In each of these cases, you may limit what health information we share. For example, we may provide limited medical information to allow another family member to pick up a prescription for you.
Research: Under certain circumstances, we may use and disclose health information about you for research purposes. In some cases, we will disclose your health information for research purposes only with your authorization. In other cases where there is only a minimal risk to your privacy, as determined through our research project approval process, we may disclose information about you without your authorization. All research projects are subject to a special approval process, which evaluates each proposed research project and its use of medical information. We will only disclose information about you for research without your authorization when the special approval process results in a determination that there in only a minimal risk to your privacy, and we have initiated processes to protect your privacy to the greatest extent possible.
Fundraising: CRCCS may use your health information to notify you about fundraising campaigns or other charitable events to raise money for Children’s or CRCCS. If you receive a mailing or are otherwise contacted for fundraising purposes, you will be informed how you may ‘opt-out’ of any further fundraising communications.
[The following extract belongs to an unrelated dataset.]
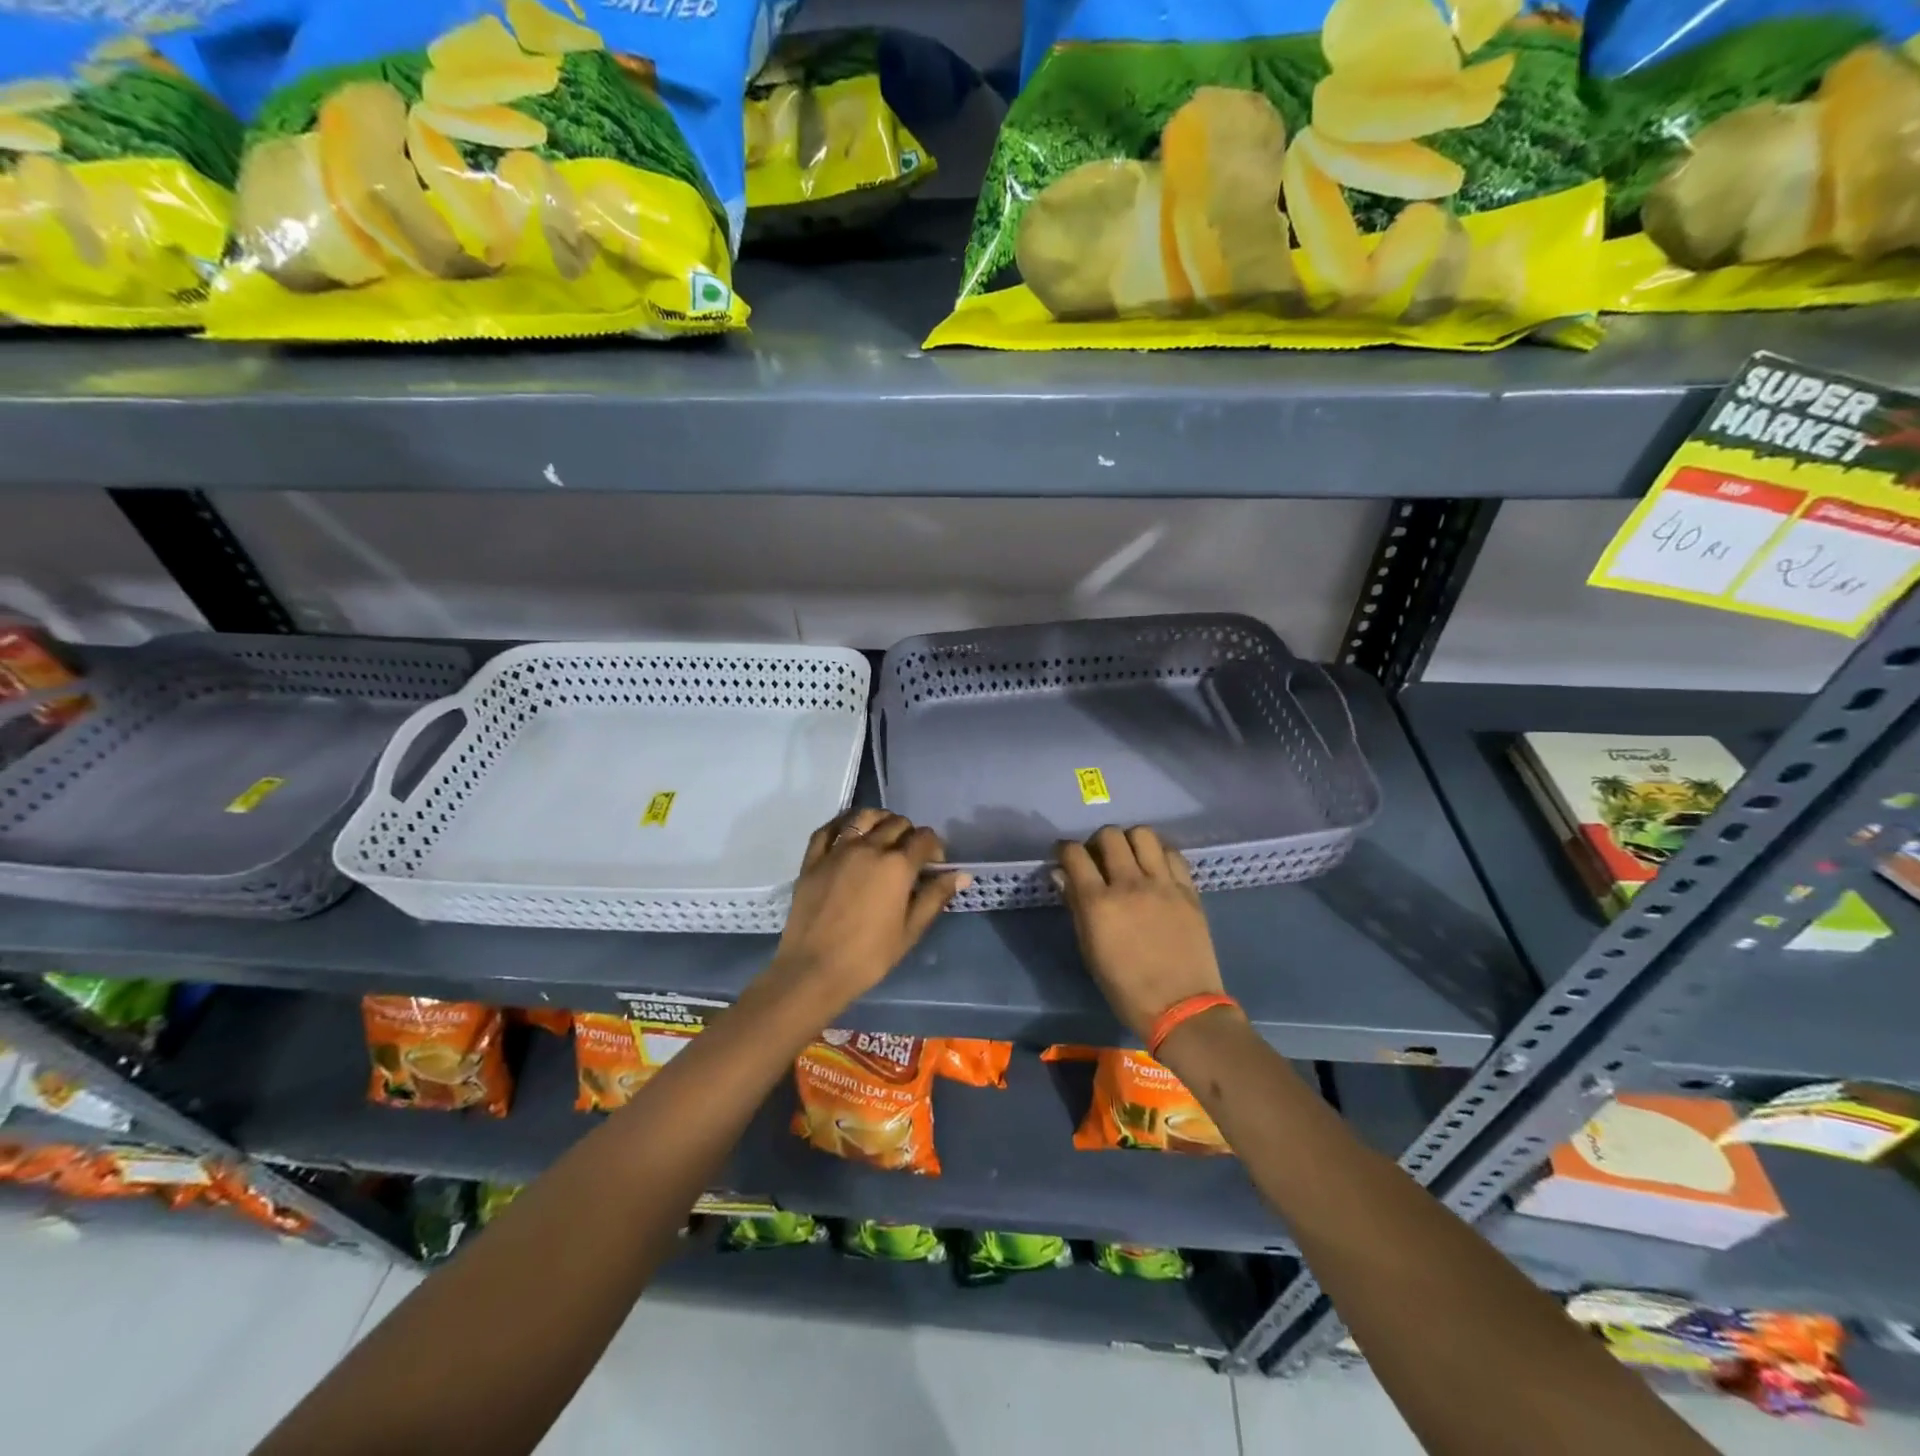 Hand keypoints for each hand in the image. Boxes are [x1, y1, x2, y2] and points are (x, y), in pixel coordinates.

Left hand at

Marketing and Sale of Your Health Information: CRCCS may use or disclose your health information as part of marketing efforts. As part of the authorization process, we will let you know if we received any direct or indirect compensation for the marketing or disclosure of your medical information. Your authorization is needed except for face-to-face communications to you or for promotional gifts of nominal value.
Special Situations: These situations include when required by law, for public health activities; to report suspected abuse, neglect, or domestic violence; for health oversight activities; for judicial and administrative proceedings to the extent permitted by law; for law enforcement purposes, as permitted or required by law; to coroners, medical examiners, and funeral directors, as permitted by law, for organ donation purposes; to avert a serious threat to health or safety; for certain specialized government functions, such as military discharge and national security and intelligence; for workers’ compensation purposes; or to government agencies or private disaster relief or disaster assistance organizations engaged in disaster relief activities.
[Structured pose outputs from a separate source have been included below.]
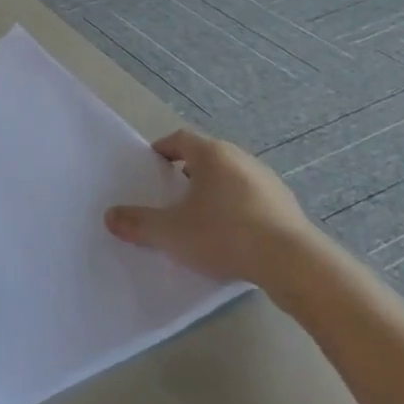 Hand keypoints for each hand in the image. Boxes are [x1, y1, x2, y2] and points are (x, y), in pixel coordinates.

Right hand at [105, 129, 319, 287]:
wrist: (293, 263)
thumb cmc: (225, 234)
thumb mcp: (172, 232)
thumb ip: (138, 224)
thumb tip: (109, 217)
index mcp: (211, 154)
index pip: (180, 139)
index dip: (163, 149)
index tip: (152, 166)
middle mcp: (240, 158)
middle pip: (207, 157)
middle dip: (188, 172)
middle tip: (172, 194)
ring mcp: (268, 181)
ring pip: (231, 178)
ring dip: (215, 191)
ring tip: (201, 218)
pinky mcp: (287, 206)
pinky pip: (253, 199)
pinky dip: (238, 209)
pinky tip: (233, 237) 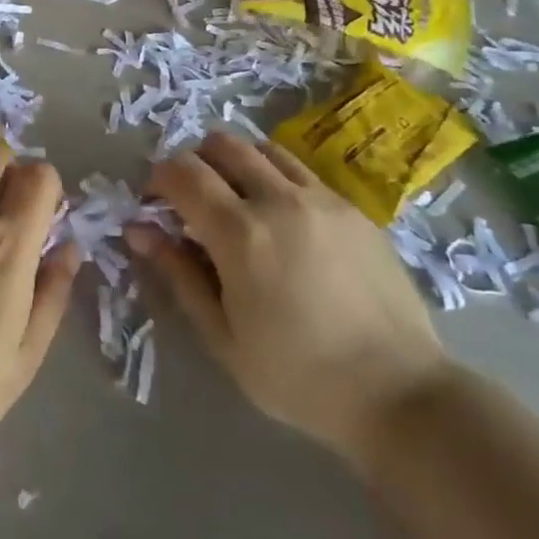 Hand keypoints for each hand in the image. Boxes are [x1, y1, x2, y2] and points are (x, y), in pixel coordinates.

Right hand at [130, 132, 451, 472]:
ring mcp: (322, 198)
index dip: (158, 180)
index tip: (155, 206)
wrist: (399, 393)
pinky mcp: (353, 208)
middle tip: (191, 201)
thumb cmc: (298, 376)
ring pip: (262, 148)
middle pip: (221, 145)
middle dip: (194, 162)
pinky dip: (274, 177)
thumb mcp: (223, 337)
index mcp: (240, 234)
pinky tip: (280, 219)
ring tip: (235, 202)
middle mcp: (279, 200)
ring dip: (235, 163)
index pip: (183, 173)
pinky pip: (300, 170)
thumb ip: (178, 274)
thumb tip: (138, 230)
Business Associates: Some services are provided by or to CRCCS through contracts with business associates. Examples include attorneys, consultants, collection agencies, and accreditation organizations. We may disclose information about you to our business associate so that they can perform the job we have contracted them to do. To protect the information that is disclosed, each business associate is required to sign an agreement to appropriately safeguard the information and not to redisclose unless specifically permitted or required by law.
For more information
If you want more information about your privacy rights, are concerned that CRCCS has violated your privacy rights, or you disagree with a decision that we made about access to or disclosure of your medical information, you may contact us.
Filing a complaint will not affect the quality of services you receive from CRCCS and you will not be retaliated against for doing so. You may also file a complaint with:
Office for Civil Rights
U.S. Department of Health and Human Services
233 North Michigan Avenue, Suite 240 Chicago, IL 60601
(312) 886-2359 or 1-800-368-1019 OCRComplaint@hhs.gov
CRCCS reserves the right to make changes to this Notice. The changes will apply to information we already have about you and information we receive about you in the future. We will provide an updated Notice to you when you request one.
The effective date of this Notice is April 14, 2003. Updated and effective May 16,2016.